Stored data
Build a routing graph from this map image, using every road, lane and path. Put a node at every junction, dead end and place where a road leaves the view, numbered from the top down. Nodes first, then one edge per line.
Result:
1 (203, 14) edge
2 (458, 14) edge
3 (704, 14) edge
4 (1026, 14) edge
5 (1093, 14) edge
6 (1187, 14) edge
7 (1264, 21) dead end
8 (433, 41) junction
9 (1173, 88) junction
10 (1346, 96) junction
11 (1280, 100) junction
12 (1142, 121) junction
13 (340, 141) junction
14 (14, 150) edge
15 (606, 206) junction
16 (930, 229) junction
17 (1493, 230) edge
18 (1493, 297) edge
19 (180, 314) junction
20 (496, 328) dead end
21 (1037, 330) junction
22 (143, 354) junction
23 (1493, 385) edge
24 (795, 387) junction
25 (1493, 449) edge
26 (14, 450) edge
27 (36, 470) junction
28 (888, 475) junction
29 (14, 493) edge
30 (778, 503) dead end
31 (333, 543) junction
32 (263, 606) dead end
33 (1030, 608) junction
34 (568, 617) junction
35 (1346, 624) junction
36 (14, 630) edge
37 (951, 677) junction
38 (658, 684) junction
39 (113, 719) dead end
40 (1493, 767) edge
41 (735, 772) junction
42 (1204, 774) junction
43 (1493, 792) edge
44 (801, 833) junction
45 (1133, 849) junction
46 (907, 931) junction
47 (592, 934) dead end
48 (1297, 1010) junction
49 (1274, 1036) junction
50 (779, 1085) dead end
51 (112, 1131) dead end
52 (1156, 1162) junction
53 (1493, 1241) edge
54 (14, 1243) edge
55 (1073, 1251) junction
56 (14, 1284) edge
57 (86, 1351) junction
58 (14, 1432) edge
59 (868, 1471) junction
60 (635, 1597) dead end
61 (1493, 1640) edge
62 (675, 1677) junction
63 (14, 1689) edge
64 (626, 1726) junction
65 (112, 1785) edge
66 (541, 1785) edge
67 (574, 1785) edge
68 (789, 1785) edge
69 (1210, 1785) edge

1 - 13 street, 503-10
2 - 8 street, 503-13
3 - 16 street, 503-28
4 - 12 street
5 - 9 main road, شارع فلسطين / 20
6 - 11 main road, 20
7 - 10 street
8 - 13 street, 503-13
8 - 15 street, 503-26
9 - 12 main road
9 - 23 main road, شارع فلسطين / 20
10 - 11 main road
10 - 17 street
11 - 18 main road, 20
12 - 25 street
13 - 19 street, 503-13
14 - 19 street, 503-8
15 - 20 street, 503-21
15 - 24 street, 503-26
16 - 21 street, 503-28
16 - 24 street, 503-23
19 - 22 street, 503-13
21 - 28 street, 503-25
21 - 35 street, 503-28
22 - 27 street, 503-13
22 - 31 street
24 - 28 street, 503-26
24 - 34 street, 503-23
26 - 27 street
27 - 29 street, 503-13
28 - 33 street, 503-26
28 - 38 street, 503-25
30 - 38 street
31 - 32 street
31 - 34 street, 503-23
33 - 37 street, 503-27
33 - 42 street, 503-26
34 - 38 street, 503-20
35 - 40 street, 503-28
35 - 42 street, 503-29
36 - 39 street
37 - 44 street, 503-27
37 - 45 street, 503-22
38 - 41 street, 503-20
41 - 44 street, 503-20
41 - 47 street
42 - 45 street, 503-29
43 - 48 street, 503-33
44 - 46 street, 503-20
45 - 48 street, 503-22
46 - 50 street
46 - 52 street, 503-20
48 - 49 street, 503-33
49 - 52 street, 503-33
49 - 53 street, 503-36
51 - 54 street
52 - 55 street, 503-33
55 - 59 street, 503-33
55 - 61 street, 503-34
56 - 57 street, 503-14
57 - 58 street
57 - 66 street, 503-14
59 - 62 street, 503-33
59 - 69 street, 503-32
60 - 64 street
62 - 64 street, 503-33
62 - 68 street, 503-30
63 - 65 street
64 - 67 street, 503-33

_EXERCISE DIRECTIONS_
If a line appears above, it belongs in your answer, printed exactly.

_REPLY TO THE EXERCISE_
Build a routing graph from this map image, using every road, lane and path. Put a node at every junction, dead end and place where a road leaves the view, numbered from the top down. Nodes first, then one edge per line.
Result:
1 (203, 14) edge
2 (458, 14) edge
3 (704, 14) edge
4 (1026, 14) edge
5 (1093, 14) edge
6 (1187, 14) edge
7 (1264, 21) dead end
8 (433, 41) junction
9 (1173, 88) junction
10 (1346, 96) junction
11 (1280, 100) junction
12 (1142, 121) junction
13 (340, 141) junction
14 (14, 150) edge
15 (606, 206) junction
16 (930, 229) junction
17 (1493, 230) edge
18 (1493, 297) edge
19 (180, 314) junction
20 (496, 328) dead end
21 (1037, 330) junction
22 (143, 354) junction
23 (1493, 385) edge
24 (795, 387) junction
25 (1493, 449) edge
26 (14, 450) edge
27 (36, 470) junction
28 (888, 475) junction
29 (14, 493) edge
30 (778, 503) dead end
31 (333, 543) junction
32 (263, 606) dead end
33 (1030, 608) junction
34 (568, 617) junction
35 (1346, 624) junction
36 (14, 630) edge
37 (951, 677) junction
38 (658, 684) junction
39 (113, 719) dead end
40 (1493, 767) edge
41 (735, 772) junction
42 (1204, 774) junction
43 (1493, 792) edge
44 (801, 833) junction
45 (1133, 849) junction
46 (907, 931) junction
47 (592, 934) dead end
48 (1297, 1010) junction
49 (1274, 1036) junction
50 (779, 1085) dead end
51 (112, 1131) dead end
52 (1156, 1162) junction
53 (1493, 1241) edge
54 (14, 1243) edge
55 (1073, 1251) junction
56 (14, 1284) edge
57 (86, 1351) junction
58 (14, 1432) edge
59 (868, 1471) junction
60 (635, 1597) dead end
61 (1493, 1640) edge
62 (675, 1677) junction
63 (14, 1689) edge
64 (626, 1726) junction
65 (112, 1785) edge
66 (541, 1785) edge
67 (574, 1785) edge
68 (789, 1785) edge
69 (1210, 1785) edge

1 - 13 street, 503-10
2 - 8 street, 503-13
3 - 16 street, 503-28
4 - 12 street
5 - 9 main road, شارع فلسطين / 20
6 - 11 main road, 20
7 - 10 street
8 - 13 street, 503-13
8 - 15 street, 503-26
9 - 12 main road
9 - 23 main road, شارع فلسطين / 20
10 - 11 main road
10 - 17 street
11 - 18 main road, 20
12 - 25 street
13 - 19 street, 503-13
14 - 19 street, 503-8
15 - 20 street, 503-21
15 - 24 street, 503-26
16 - 21 street, 503-28
16 - 24 street, 503-23
19 - 22 street, 503-13
21 - 28 street, 503-25
21 - 35 street, 503-28
22 - 27 street, 503-13
22 - 31 street
24 - 28 street, 503-26
24 - 34 street, 503-23
26 - 27 street
27 - 29 street, 503-13
28 - 33 street, 503-26
28 - 38 street, 503-25
30 - 38 street
31 - 32 street
31 - 34 street, 503-23
33 - 37 street, 503-27
33 - 42 street, 503-26
34 - 38 street, 503-20
35 - 40 street, 503-28
35 - 42 street, 503-29
36 - 39 street
37 - 44 street, 503-27
37 - 45 street, 503-22
38 - 41 street, 503-20
41 - 44 street, 503-20
41 - 47 street
42 - 45 street, 503-29
43 - 48 street, 503-33
44 - 46 street, 503-20
45 - 48 street, 503-22
46 - 50 street
46 - 52 street, 503-20
48 - 49 street, 503-33
49 - 52 street, 503-33
49 - 53 street, 503-36
51 - 54 street
52 - 55 street, 503-33
55 - 59 street, 503-33
55 - 61 street, 503-34
56 - 57 street, 503-14
57 - 58 street
57 - 66 street, 503-14
59 - 62 street, 503-33
59 - 69 street, 503-32
60 - 64 street
62 - 64 street, 503-33
62 - 68 street, 503-30
63 - 65 street
64 - 67 street, 503-33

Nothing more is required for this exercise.